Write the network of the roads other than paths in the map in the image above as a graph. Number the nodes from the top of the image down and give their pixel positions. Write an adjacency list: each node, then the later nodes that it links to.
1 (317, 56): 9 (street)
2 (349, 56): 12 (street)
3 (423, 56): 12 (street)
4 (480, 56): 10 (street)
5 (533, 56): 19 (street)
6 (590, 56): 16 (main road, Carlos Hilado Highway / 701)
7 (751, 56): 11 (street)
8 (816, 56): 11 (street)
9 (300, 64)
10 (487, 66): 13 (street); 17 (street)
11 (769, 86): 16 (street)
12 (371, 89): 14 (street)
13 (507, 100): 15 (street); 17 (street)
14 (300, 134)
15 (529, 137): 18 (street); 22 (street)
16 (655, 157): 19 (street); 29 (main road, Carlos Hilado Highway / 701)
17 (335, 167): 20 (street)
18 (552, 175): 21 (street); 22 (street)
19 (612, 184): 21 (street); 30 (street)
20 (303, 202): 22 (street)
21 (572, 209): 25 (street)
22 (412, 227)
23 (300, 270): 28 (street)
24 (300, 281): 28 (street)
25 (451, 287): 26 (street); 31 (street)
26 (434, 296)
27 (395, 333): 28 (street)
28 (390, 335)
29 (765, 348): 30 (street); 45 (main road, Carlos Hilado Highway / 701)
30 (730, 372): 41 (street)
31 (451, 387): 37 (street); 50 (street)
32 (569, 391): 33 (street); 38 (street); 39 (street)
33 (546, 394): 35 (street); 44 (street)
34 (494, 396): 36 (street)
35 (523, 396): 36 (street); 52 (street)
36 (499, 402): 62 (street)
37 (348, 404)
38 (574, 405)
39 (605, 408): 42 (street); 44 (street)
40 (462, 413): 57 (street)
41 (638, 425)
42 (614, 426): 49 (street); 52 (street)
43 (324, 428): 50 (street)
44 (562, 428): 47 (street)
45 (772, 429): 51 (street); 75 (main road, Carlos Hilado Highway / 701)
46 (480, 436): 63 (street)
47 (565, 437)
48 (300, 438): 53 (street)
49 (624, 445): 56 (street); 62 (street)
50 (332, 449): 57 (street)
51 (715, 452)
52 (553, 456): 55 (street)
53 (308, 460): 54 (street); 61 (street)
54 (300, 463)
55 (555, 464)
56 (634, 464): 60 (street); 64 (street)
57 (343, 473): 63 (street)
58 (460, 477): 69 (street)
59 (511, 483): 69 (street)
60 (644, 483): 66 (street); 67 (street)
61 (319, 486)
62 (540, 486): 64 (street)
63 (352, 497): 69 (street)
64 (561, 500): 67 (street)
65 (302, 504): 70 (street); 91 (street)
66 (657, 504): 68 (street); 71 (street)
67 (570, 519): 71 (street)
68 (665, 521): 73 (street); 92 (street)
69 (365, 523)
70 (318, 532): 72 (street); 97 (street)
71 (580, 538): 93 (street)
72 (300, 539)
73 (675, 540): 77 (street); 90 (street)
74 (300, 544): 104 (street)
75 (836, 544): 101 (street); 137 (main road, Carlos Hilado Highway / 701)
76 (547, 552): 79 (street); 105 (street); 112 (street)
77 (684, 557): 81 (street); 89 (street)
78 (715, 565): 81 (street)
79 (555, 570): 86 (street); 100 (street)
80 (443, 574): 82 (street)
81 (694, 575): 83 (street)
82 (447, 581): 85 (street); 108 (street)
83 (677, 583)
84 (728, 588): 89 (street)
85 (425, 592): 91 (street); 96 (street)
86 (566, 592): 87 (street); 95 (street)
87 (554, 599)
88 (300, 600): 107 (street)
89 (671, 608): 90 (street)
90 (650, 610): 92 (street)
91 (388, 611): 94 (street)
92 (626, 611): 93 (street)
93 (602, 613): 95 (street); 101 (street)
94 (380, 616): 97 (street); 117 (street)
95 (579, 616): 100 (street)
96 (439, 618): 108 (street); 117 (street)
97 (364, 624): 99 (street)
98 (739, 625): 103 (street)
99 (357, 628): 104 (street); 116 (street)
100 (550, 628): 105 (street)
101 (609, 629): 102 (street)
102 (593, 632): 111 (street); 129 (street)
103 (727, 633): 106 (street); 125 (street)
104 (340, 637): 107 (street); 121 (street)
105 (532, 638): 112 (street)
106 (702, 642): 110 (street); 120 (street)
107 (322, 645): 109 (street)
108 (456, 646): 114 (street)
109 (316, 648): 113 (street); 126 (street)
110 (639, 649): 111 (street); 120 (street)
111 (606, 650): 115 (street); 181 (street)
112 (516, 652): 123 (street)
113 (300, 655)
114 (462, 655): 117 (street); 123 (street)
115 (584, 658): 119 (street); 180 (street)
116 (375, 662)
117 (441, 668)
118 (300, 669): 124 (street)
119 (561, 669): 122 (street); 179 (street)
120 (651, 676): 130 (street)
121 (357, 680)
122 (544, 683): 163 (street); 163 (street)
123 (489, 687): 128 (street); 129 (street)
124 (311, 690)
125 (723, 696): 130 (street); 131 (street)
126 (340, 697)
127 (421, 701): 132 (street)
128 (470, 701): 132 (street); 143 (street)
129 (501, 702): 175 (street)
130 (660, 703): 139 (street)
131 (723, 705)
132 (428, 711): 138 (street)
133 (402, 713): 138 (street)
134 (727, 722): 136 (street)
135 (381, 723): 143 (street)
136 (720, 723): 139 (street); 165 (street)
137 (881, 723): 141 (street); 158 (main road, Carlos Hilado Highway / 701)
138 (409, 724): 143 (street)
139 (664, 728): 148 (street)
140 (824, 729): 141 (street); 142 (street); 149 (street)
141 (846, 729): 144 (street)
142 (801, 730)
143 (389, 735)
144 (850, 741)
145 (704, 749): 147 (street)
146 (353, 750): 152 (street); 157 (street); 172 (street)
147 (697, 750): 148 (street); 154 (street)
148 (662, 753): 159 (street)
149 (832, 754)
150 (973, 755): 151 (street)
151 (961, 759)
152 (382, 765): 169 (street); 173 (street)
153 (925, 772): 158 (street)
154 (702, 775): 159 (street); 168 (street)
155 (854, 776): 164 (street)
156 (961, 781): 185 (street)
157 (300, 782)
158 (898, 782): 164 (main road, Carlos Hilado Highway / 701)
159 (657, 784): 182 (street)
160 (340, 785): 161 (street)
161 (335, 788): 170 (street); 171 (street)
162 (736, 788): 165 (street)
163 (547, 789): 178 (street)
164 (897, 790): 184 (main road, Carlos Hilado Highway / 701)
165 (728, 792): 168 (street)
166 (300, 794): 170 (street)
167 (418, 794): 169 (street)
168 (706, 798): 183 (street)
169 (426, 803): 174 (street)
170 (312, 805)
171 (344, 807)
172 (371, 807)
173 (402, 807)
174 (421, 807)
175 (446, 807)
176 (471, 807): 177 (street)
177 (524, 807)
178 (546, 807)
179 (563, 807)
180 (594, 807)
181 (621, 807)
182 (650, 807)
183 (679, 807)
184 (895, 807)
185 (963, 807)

◆ TASK DETAILS ◆
Sift through the material above and copy the lines that contain the word "Carlos".

◆ RESPONSE BELOW ◆
6 (590, 56): 16 (main road, Carlos Hilado Highway / 701)
16 (655, 157): 19 (street); 29 (main road, Carlos Hilado Highway / 701)
29 (765, 348): 30 (street); 45 (main road, Carlos Hilado Highway / 701)
45 (772, 429): 51 (street); 75 (main road, Carlos Hilado Highway / 701)
75 (836, 544): 101 (street); 137 (main road, Carlos Hilado Highway / 701)
137 (881, 723): 141 (street); 158 (main road, Carlos Hilado Highway / 701)
158 (898, 782): 164 (main road, Carlos Hilado Highway / 701)
164 (897, 790): 184 (main road, Carlos Hilado Highway / 701)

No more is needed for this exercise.